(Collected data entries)
◇ ◇ ◇ ◇ ◇ ◇ ◇

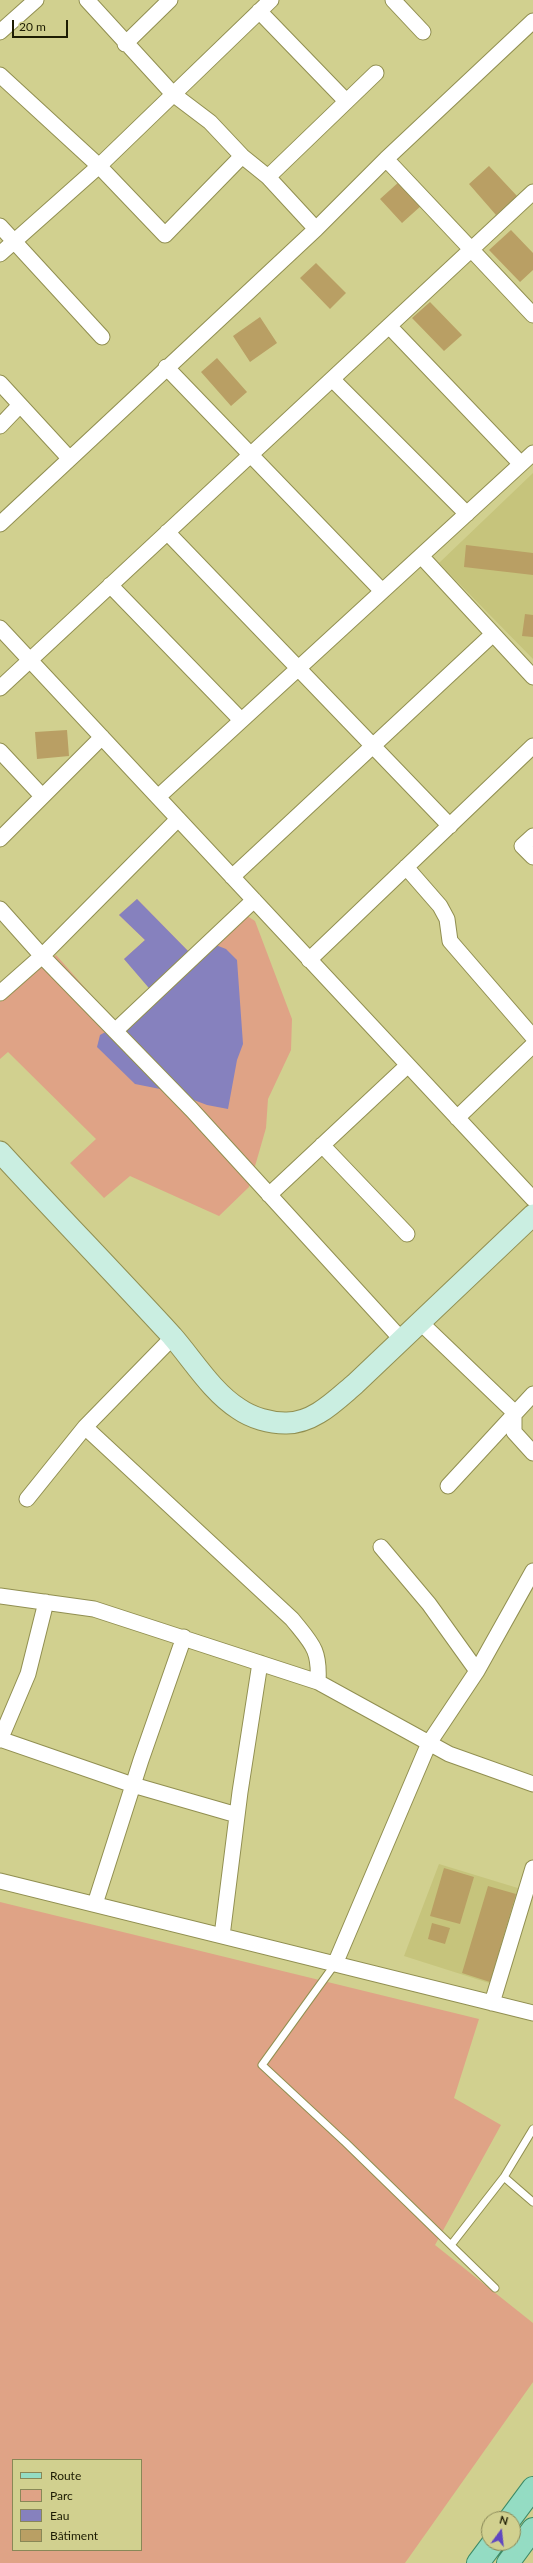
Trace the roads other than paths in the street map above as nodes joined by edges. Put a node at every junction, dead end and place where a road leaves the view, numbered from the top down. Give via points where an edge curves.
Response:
1 (36, 0) edge
2 (87, 0) edge
3 (170, 0) edge
4 (271, 0) edge
5 (393, 0) edge
6 (259, 11) junction
7 (533, 21) edge
8 (1, 29) edge
9 (423, 32) dead end
10 (125, 44) junction
11 (376, 72) dead end
12 (0, 75) edge
13 (173, 94) junction
14 (346, 101) junction
15 (242, 156) junction
16 (386, 159) junction
17 (99, 166) junction
18 (268, 177) junction
19 (533, 192) edge
20 (0, 226) edge
21 (316, 229) junction
22 (14, 241) junction
23 (471, 250) junction
24 (0, 254) edge
25 (533, 315) edge
26 (389, 326) junction
27 (102, 337) dead end
28 (166, 367) junction
29 (332, 379) junction
30 (0, 383) edge
31 (20, 405) junction
32 (0, 426) edge
33 (533, 452) edge
34 (251, 455) junction
35 (69, 458) junction
36 (521, 464) junction
37 (467, 514) junction
38 (0, 524) edge
39 (167, 532) junction
40 (421, 556) junction
41 (110, 585) junction
42 (382, 591) junction
43 (0, 628) edge
44 (493, 634) junction
45 (30, 660) junction
46 (298, 668) junction
47 (533, 677) edge
48 (0, 688) edge
49 (241, 720) junction
50 (102, 737) junction
51 (373, 746) junction
52 (533, 746) edge
53 (0, 751) edge
54 (42, 796) junction
55 (158, 797) junction
56 (178, 819) junction
57 (450, 826) junction
58 (533, 836) edge
59 (0, 839) edge
60 (533, 857) edge
61 (406, 867) junction
62 (232, 877) junction
63 (254, 900) junction
64 (0, 909) edge
65 (42, 956) junction
66 (309, 960) junction
67 (0, 993) edge
68 (115, 1031) junction
69 (533, 1037) edge
70 (533, 1045) edge
71 (408, 1065) junction
72 (457, 1118) junction
73 (322, 1145) junction
74 (0, 1152) edge
75 (269, 1195) junction
76 (533, 1200) edge
77 (533, 1215) edge
78 (407, 1234) dead end
79 (420, 1322) junction
80 (173, 1337) junction
81 (402, 1340) junction
82 (533, 1394) edge
83 (514, 1412) junction
84 (85, 1427) junction
85 (533, 1453) edge
86 (448, 1486) dead end
87 (27, 1499) dead end
88 (381, 1548) dead end
89 (533, 1571) edge
90 (0, 1596) edge
91 (46, 1602) junction
92 (184, 1638) junction
93 (260, 1663) junction
94 (477, 1671) junction
95 (318, 1682) junction
96 (0, 1740) edge
97 (429, 1743) junction
98 (533, 1784) edge
99 (133, 1785) junction
100 (237, 1815) junction
101 (533, 1868) edge
102 (0, 1881) edge
103 (95, 1904) junction
104 (222, 1936) junction
105 (335, 1964) junction
106 (492, 2003) junction
107 (533, 2013) edge
108 (533, 2130) edge
109 (504, 2177) junction
110 (533, 2202) edge
111 (451, 2245) junction
112 (496, 2288) dead end
113 (533, 2488) edge
114 (516, 2511) edge
115 (533, 2529) edge
116 (487, 2551) edge
117 (478, 2563) edge
118 (508, 2563) edge

1 - 8 street
2 - 10 street
3 - 10 street
4 - 6 street
5 - 9 street
6 - 13 street
6 - 14 street
7 - 16 street
10 - 13 street
11 - 14 street
12 - 17 street
13 - 15 street via 210,122
13 - 17 street
14 - 18 street
15 - 17 street via 165,235
15 - 18 street
16 - 21 street
16 - 23 street
17 - 22 street
18 - 21 street
19 - 23 street
20 - 22 street
21 - 28 street
22 - 24 street
22 - 27 street
23 - 25 street
23 - 26 street
26 - 29 street
26 - 36 street
28 - 34 street
28 - 35 street
29 - 34 street
29 - 37 street
30 - 31 street
31 - 32 street
31 - 35 street
33 - 36 street
34 - 39 street
34 - 42 street
35 - 38 street
36 - 37 street
37 - 40 street
39 - 41 street
39 - 46 street
40 - 42 street
40 - 44 street
41 - 45 street
41 - 49 street
42 - 46 street
43 - 45 street
44 - 47 street
44 - 51 street
45 - 48 street
45 - 50 street
46 - 49 street
46 - 51 street
49 - 55 street
50 - 54 street
50 - 55 street
51 - 57 street
51 - 62 street
52 - 57 street
53 - 54 street
54 - 59 street
55 - 56 street
56 - 62 street
56 - 65 street
57 - 61 street
58 - 60 street via 522,846
61 - 66 street
61 - 69 street via 440,906 447,919 450,941
62 - 63 street
63 - 66 street
63 - 68 street
64 - 65 street
65 - 67 street
65 - 68 street
66 - 71 street
68 - 75 street via 192,1110
70 - 72 street
71 - 72 street
71 - 73 street
72 - 76 street
73 - 75 street
73 - 78 street
74 - 80 street
75 - 81 street
77 - 79 street
79 - 81 street
79 - 83 street
80 - 81 street via 219,1390 240,1409 256,1418 286,1423 304,1420 330,1405
80 - 84 street
82 - 83 street
83 - 85 street via 514,1432
83 - 86 street
84 - 87 street
84 - 95 street via 292,1619 313,1646 320,1662
88 - 94 street via 429,1604
89 - 94 street
90 - 91 street
91 - 92 street via 83,1606
91 - 96 street via 28,1674
92 - 93 street
92 - 99 street
93 - 95 street
93 - 100 street
94 - 97 street
95 - 97 street
96 - 99 street
97 - 98 street via 472,1764
97 - 105 street
99 - 100 street
99 - 103 street
100 - 104 street
101 - 106 street
102 - 103 street
103 - 104 street
104 - 105 street
105 - 106 street
105 - 111 lane via 262,2065
106 - 107 street
108 - 109 lane
109 - 110 lane
109 - 111 lane
111 - 112 lane
113 - 114 main road
115 - 118 main road
116 - 117 main road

◇ ◇ ◇ ◇ ◇ ◇ ◇

Description of the task: Type the entries again verbatim. Any pictures should be skipped.

The answer:
Trace the roads other than paths in the street map above as nodes joined by edges. Put a node at every junction, dead end and place where a road leaves the view, numbered from the top down. Give via points where an edge curves.
Response:
1 (36, 0) edge
2 (87, 0) edge
3 (170, 0) edge
4 (271, 0) edge
5 (393, 0) edge
6 (259, 11) junction
7 (533, 21) edge
8 (1, 29) edge
9 (423, 32) dead end
10 (125, 44) junction
11 (376, 72) dead end
12 (0, 75) edge
13 (173, 94) junction
14 (346, 101) junction
15 (242, 156) junction
16 (386, 159) junction
17 (99, 166) junction
18 (268, 177) junction
19 (533, 192) edge
20 (0, 226) edge
21 (316, 229) junction
22 (14, 241) junction
23 (471, 250) junction
24 (0, 254) edge
25 (533, 315) edge
26 (389, 326) junction
27 (102, 337) dead end
28 (166, 367) junction
29 (332, 379) junction
30 (0, 383) edge
31 (20, 405) junction
32 (0, 426) edge
33 (533, 452) edge
34 (251, 455) junction
35 (69, 458) junction
36 (521, 464) junction
37 (467, 514) junction
38 (0, 524) edge
39 (167, 532) junction
40 (421, 556) junction
41 (110, 585) junction
42 (382, 591) junction
43 (0, 628) edge
44 (493, 634) junction
45 (30, 660) junction
46 (298, 668) junction
47 (533, 677) edge
48 (0, 688) edge
49 (241, 720) junction
50 (102, 737) junction
51 (373, 746) junction
52 (533, 746) edge
53 (0, 751) edge
54 (42, 796) junction
55 (158, 797) junction
56 (178, 819) junction
57 (450, 826) junction
58 (533, 836) edge
59 (0, 839) edge
60 (533, 857) edge
61 (406, 867) junction
62 (232, 877) junction
63 (254, 900) junction
64 (0, 909) edge
65 (42, 956) junction
66 (309, 960) junction
67 (0, 993) edge
68 (115, 1031) junction
69 (533, 1037) edge
70 (533, 1045) edge
71 (408, 1065) junction
72 (457, 1118) junction
73 (322, 1145) junction
74 (0, 1152) edge
75 (269, 1195) junction
76 (533, 1200) edge
77 (533, 1215) edge
78 (407, 1234) dead end
79 (420, 1322) junction
80 (173, 1337) junction
81 (402, 1340) junction
82 (533, 1394) edge
83 (514, 1412) junction
84 (85, 1427) junction
85 (533, 1453) edge
86 (448, 1486) dead end
87 (27, 1499) dead end
88 (381, 1548) dead end
89 (533, 1571) edge
90 (0, 1596) edge
91 (46, 1602) junction
92 (184, 1638) junction
93 (260, 1663) junction
94 (477, 1671) junction
95 (318, 1682) junction
96 (0, 1740) edge
97 (429, 1743) junction
98 (533, 1784) edge
99 (133, 1785) junction
100 (237, 1815) junction
101 (533, 1868) edge
102 (0, 1881) edge
103 (95, 1904) junction
104 (222, 1936) junction
105 (335, 1964) junction
106 (492, 2003) junction
107 (533, 2013) edge
108 (533, 2130) edge
109 (504, 2177) junction
110 (533, 2202) edge
111 (451, 2245) junction
112 (496, 2288) dead end
113 (533, 2488) edge
114 (516, 2511) edge
115 (533, 2529) edge
116 (487, 2551) edge
117 (478, 2563) edge
118 (508, 2563) edge

1 - 8 street
2 - 10 street
3 - 10 street
4 - 6 street
5 - 9 street
6 - 13 street
6 - 14 street
7 - 16 street
10 - 13 street
11 - 14 street
12 - 17 street
13 - 15 street via 210,122
13 - 17 street
14 - 18 street
15 - 17 street via 165,235
15 - 18 street
16 - 21 street
16 - 23 street
17 - 22 street
18 - 21 street
19 - 23 street
20 - 22 street
21 - 28 street
22 - 24 street
22 - 27 street
23 - 25 street
23 - 26 street
26 - 29 street
26 - 36 street
28 - 34 street
28 - 35 street
29 - 34 street
29 - 37 street
30 - 31 street
31 - 32 street
31 - 35 street
33 - 36 street
34 - 39 street
34 - 42 street
35 - 38 street
36 - 37 street
37 - 40 street
39 - 41 street
39 - 46 street
40 - 42 street
40 - 44 street
41 - 45 street
41 - 49 street
42 - 46 street
43 - 45 street
44 - 47 street
44 - 51 street
45 - 48 street
45 - 50 street
46 - 49 street
46 - 51 street
49 - 55 street
50 - 54 street
50 - 55 street
51 - 57 street
51 - 62 street
52 - 57 street
53 - 54 street
54 - 59 street
55 - 56 street
56 - 62 street
56 - 65 street
57 - 61 street
58 - 60 street via 522,846
61 - 66 street
61 - 69 street via 440,906 447,919 450,941
62 - 63 street
63 - 66 street
63 - 68 street
64 - 65 street
65 - 67 street
65 - 68 street
66 - 71 street
68 - 75 street via 192,1110
70 - 72 street
71 - 72 street
71 - 73 street
72 - 76 street
73 - 75 street
73 - 78 street
74 - 80 street
75 - 81 street
77 - 79 street
79 - 81 street
79 - 83 street
80 - 81 street via 219,1390 240,1409 256,1418 286,1423 304,1420 330,1405
80 - 84 street
82 - 83 street
83 - 85 street via 514,1432
83 - 86 street
84 - 87 street
84 - 95 street via 292,1619 313,1646 320,1662
88 - 94 street via 429,1604
89 - 94 street
90 - 91 street
91 - 92 street via 83,1606
91 - 96 street via 28,1674
92 - 93 street
92 - 99 street
93 - 95 street
93 - 100 street
94 - 97 street
95 - 97 street
96 - 99 street
97 - 98 street via 472,1764
97 - 105 street
99 - 100 street
99 - 103 street
100 - 104 street
101 - 106 street
102 - 103 street
103 - 104 street
104 - 105 street
105 - 106 street
105 - 111 lane via 262,2065
106 - 107 street
108 - 109 lane
109 - 110 lane
109 - 111 lane
111 - 112 lane
113 - 114 main road
115 - 118 main road
116 - 117 main road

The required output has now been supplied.